##### Records for the task #####
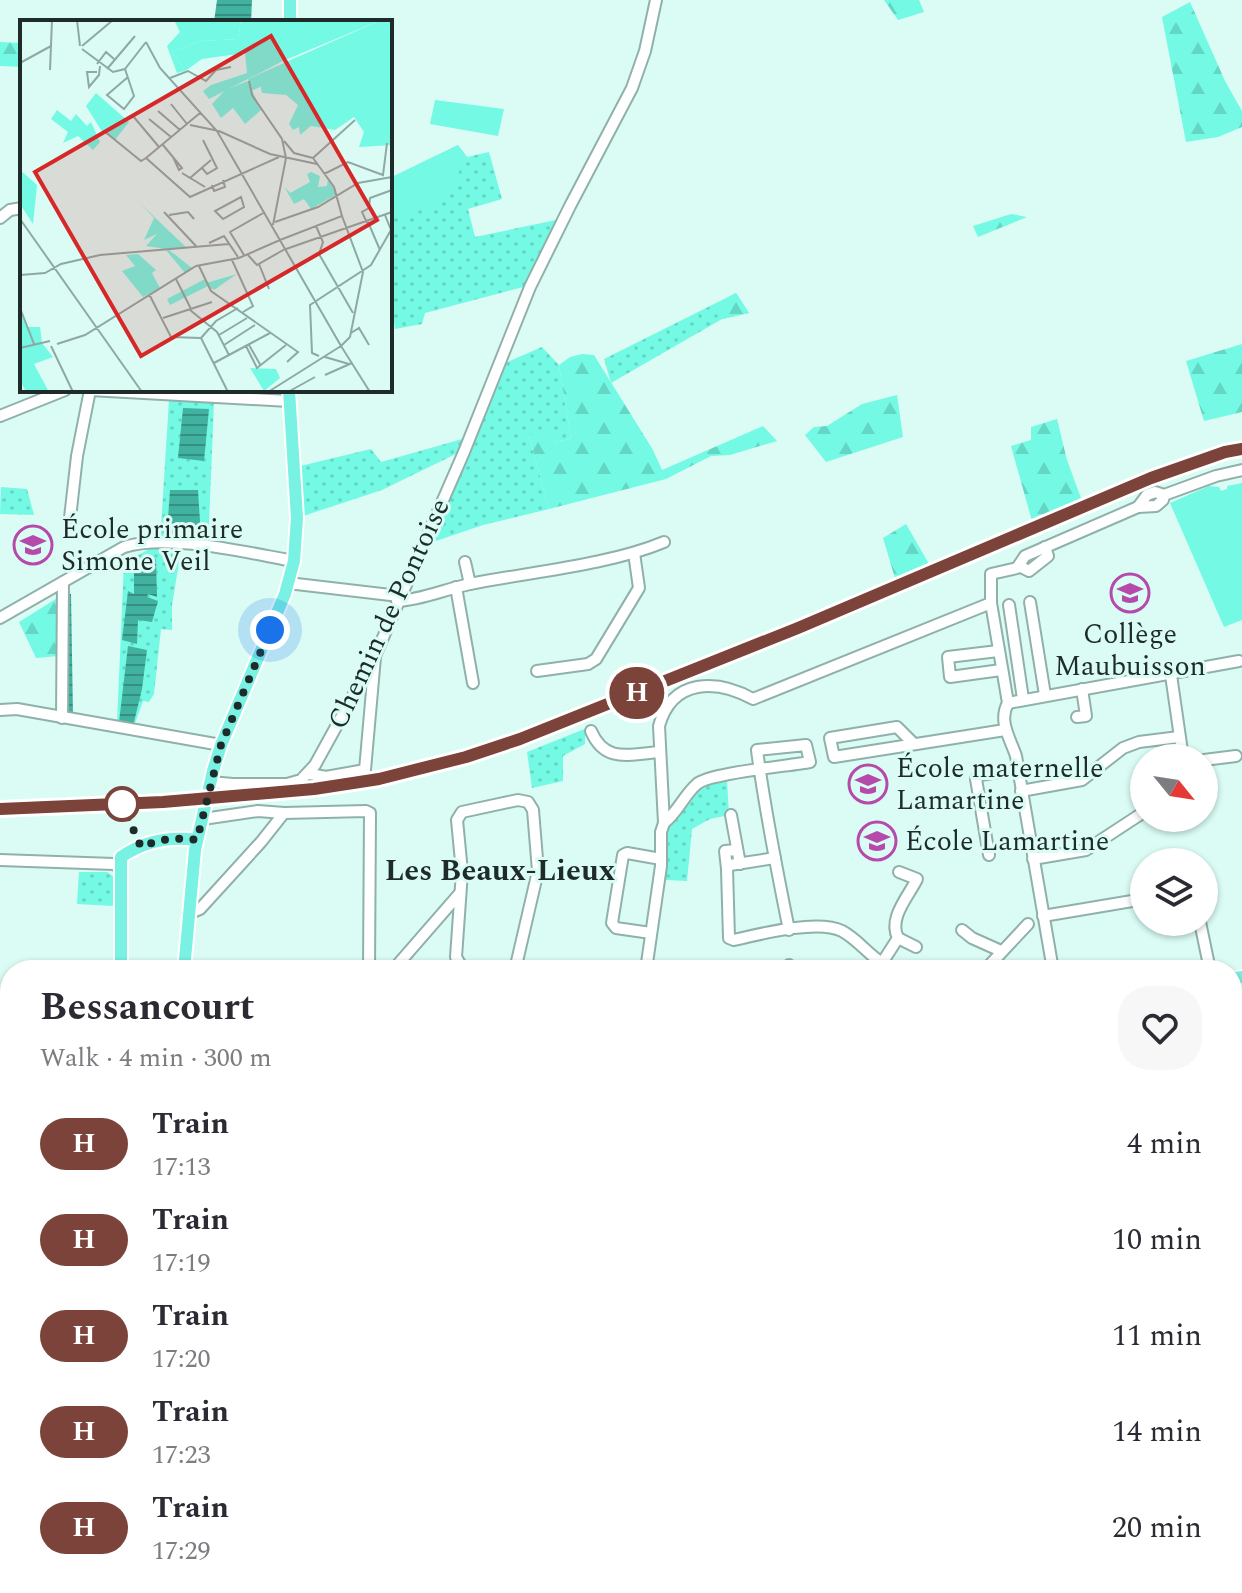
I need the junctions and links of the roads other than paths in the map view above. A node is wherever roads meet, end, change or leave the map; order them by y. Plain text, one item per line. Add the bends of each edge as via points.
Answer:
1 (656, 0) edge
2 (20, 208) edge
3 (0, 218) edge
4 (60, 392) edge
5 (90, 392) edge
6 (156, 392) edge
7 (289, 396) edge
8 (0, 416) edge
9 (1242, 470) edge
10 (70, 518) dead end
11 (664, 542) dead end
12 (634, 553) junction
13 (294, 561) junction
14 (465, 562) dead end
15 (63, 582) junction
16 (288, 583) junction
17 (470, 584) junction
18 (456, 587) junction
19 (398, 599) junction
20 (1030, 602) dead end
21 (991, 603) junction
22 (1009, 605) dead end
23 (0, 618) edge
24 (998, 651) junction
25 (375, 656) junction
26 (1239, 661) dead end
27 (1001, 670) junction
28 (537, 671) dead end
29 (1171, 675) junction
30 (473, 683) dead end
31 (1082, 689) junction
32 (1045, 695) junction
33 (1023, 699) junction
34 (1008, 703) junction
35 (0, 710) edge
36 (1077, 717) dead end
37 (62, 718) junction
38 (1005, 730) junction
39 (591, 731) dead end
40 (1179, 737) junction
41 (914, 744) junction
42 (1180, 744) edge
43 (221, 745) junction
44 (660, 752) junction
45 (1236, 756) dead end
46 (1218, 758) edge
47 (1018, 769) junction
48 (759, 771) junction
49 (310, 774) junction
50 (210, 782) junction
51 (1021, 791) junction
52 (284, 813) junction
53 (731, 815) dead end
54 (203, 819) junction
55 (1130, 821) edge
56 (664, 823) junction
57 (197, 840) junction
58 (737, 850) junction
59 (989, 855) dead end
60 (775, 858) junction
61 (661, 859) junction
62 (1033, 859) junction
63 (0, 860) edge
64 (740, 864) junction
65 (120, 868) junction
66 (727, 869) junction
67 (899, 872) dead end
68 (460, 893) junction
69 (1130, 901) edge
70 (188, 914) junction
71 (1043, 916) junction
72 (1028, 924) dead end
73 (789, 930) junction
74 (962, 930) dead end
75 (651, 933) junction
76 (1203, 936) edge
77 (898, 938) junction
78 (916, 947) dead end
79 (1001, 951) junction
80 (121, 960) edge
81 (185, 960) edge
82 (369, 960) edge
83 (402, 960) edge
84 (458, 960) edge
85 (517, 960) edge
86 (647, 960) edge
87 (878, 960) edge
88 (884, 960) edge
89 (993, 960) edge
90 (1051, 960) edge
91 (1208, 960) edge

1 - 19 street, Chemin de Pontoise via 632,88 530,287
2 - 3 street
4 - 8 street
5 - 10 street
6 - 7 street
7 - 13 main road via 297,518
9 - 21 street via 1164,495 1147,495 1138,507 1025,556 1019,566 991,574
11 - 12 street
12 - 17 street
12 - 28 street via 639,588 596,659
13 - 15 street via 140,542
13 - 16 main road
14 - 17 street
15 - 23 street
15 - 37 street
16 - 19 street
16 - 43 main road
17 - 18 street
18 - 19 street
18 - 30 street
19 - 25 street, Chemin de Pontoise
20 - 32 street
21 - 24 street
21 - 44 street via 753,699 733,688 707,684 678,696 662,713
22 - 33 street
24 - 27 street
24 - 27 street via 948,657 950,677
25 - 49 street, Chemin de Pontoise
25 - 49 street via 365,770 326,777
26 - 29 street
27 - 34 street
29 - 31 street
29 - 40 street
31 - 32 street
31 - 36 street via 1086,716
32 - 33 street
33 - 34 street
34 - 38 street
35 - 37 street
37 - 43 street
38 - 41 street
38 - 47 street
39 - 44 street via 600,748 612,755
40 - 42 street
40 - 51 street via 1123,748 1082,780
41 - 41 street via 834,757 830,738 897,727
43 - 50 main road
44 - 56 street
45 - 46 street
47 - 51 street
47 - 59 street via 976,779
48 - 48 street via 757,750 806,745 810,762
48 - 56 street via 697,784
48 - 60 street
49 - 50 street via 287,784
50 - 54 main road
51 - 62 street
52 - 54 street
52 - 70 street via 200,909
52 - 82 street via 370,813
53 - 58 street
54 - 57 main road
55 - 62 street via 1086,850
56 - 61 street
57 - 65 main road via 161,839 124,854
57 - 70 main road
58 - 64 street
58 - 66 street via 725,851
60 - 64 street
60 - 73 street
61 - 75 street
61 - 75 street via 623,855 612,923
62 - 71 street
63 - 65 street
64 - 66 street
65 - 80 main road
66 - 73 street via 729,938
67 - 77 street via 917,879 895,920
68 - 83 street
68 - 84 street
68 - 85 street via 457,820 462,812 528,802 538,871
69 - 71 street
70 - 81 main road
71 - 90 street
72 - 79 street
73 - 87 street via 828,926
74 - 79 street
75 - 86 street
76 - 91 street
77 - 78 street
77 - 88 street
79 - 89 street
#####
##### Records for the task #####
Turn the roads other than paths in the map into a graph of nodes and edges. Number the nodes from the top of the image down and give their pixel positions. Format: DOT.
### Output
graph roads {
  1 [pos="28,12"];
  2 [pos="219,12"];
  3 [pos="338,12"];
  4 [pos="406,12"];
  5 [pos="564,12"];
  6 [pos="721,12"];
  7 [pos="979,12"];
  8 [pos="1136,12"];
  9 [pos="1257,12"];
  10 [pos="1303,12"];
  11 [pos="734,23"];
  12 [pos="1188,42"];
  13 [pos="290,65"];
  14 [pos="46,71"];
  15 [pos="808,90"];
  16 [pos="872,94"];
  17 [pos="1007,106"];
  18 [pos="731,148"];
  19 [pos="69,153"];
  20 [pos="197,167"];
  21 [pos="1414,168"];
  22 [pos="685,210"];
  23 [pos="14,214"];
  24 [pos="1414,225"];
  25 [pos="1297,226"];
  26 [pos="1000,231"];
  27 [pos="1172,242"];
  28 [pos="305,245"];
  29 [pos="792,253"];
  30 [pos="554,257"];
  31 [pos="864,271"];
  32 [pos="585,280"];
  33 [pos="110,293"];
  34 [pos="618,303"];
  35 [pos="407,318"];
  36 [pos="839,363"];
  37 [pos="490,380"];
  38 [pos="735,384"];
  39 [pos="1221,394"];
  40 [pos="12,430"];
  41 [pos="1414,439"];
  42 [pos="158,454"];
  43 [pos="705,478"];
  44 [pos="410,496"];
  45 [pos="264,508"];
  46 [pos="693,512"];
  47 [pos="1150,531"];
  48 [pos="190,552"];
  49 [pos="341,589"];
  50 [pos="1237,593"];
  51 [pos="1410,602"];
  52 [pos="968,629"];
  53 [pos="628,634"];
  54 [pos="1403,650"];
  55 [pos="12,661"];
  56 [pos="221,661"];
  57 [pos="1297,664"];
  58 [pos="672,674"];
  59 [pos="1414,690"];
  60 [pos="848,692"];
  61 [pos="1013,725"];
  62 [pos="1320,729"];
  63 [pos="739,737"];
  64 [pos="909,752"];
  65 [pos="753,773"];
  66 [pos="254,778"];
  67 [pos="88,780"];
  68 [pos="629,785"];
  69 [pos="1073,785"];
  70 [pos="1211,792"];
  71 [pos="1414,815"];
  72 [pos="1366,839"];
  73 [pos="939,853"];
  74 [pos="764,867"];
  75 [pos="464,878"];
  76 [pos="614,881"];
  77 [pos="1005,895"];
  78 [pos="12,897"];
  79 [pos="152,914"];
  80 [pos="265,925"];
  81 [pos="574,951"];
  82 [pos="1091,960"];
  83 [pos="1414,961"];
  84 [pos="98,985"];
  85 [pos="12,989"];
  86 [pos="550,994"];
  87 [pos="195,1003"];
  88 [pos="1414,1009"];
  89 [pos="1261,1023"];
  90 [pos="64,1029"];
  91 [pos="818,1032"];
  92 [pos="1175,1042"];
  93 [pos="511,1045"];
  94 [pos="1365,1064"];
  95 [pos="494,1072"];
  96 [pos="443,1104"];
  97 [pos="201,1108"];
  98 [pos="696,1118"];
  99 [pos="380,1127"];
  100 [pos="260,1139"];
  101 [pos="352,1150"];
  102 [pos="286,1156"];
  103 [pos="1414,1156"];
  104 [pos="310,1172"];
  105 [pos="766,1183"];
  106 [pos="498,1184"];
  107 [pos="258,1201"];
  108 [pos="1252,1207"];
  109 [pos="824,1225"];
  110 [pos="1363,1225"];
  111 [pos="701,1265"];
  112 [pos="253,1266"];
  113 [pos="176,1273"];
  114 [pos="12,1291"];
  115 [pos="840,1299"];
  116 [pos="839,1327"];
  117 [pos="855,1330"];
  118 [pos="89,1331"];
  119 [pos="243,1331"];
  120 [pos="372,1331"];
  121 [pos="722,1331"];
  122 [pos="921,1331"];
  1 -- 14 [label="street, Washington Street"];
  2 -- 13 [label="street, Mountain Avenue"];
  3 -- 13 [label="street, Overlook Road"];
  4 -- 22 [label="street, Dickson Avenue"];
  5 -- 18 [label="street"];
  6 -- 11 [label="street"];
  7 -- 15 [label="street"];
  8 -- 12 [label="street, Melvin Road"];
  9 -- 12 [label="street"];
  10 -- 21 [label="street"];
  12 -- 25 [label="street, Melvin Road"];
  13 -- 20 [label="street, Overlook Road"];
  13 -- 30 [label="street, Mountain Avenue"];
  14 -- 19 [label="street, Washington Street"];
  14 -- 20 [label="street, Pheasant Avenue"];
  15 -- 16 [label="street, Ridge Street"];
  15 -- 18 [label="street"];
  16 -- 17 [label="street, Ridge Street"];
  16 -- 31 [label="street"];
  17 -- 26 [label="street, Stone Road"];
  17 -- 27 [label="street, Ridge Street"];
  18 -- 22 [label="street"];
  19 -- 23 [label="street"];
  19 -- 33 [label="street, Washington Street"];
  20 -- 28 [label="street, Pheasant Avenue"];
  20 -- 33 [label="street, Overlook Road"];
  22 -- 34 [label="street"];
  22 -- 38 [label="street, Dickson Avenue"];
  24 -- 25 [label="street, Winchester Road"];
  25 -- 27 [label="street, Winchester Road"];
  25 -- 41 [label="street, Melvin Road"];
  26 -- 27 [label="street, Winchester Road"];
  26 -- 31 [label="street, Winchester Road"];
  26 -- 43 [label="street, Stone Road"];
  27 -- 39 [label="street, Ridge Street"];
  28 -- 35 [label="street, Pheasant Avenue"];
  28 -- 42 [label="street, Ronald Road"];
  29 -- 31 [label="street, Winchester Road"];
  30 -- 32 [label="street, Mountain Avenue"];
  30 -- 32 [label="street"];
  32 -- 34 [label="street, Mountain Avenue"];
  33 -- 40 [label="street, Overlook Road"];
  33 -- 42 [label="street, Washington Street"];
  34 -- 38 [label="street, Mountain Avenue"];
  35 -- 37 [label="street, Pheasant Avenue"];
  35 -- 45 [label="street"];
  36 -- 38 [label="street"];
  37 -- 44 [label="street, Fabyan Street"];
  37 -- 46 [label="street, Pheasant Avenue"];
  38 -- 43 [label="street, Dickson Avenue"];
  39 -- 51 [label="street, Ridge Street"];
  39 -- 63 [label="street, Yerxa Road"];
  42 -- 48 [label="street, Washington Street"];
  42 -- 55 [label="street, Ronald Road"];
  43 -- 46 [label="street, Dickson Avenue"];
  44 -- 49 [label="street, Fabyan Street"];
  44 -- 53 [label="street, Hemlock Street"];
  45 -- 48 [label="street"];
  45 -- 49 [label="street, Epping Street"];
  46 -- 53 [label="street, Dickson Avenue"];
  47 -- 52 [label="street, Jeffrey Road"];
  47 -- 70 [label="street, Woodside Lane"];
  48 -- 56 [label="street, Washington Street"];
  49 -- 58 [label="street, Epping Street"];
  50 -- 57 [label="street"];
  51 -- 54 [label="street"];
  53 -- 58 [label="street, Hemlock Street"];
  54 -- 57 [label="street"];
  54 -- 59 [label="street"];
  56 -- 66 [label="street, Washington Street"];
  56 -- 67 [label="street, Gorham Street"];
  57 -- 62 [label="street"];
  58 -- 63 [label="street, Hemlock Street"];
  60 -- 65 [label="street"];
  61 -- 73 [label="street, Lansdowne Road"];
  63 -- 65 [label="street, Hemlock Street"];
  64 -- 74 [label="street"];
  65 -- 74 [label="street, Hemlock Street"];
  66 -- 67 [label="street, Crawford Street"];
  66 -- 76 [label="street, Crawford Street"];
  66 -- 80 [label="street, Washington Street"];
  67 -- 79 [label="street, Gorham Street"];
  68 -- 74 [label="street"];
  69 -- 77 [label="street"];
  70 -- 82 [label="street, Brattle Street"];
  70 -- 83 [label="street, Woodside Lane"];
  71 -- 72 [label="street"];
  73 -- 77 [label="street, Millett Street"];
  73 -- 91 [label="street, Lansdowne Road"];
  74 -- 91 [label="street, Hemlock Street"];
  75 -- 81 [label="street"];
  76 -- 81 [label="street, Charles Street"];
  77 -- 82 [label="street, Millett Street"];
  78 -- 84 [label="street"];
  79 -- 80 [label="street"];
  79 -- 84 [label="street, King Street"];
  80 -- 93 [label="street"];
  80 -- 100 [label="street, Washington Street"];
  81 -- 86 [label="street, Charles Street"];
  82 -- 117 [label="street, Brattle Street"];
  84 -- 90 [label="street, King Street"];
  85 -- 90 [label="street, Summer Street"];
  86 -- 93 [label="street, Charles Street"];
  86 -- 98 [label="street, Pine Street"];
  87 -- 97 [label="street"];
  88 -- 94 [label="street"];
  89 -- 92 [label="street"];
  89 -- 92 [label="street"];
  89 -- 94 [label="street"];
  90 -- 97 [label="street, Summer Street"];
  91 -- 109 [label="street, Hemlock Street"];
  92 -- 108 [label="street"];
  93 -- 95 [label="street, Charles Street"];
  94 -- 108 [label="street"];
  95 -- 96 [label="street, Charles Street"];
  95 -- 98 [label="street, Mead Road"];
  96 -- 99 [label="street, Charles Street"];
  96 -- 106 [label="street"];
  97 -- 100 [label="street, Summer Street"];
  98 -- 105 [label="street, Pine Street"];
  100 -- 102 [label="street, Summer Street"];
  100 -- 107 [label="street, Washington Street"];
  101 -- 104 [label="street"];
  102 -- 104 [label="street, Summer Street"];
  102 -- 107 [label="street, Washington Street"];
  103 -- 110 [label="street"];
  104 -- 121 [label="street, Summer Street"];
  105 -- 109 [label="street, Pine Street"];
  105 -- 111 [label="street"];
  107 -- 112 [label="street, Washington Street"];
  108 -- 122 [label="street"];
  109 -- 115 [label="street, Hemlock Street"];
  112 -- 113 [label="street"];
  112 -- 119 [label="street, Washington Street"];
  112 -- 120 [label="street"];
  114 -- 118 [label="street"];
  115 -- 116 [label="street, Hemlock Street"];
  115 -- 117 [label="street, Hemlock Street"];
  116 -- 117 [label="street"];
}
#####
## Exercise prompt
The word to look for is "Woodside"; copy out every line of the entries that holds it.

## Expected output
  47 -- 70 [label="street, Woodside Lane"];
  70 -- 83 [label="street, Woodside Lane"];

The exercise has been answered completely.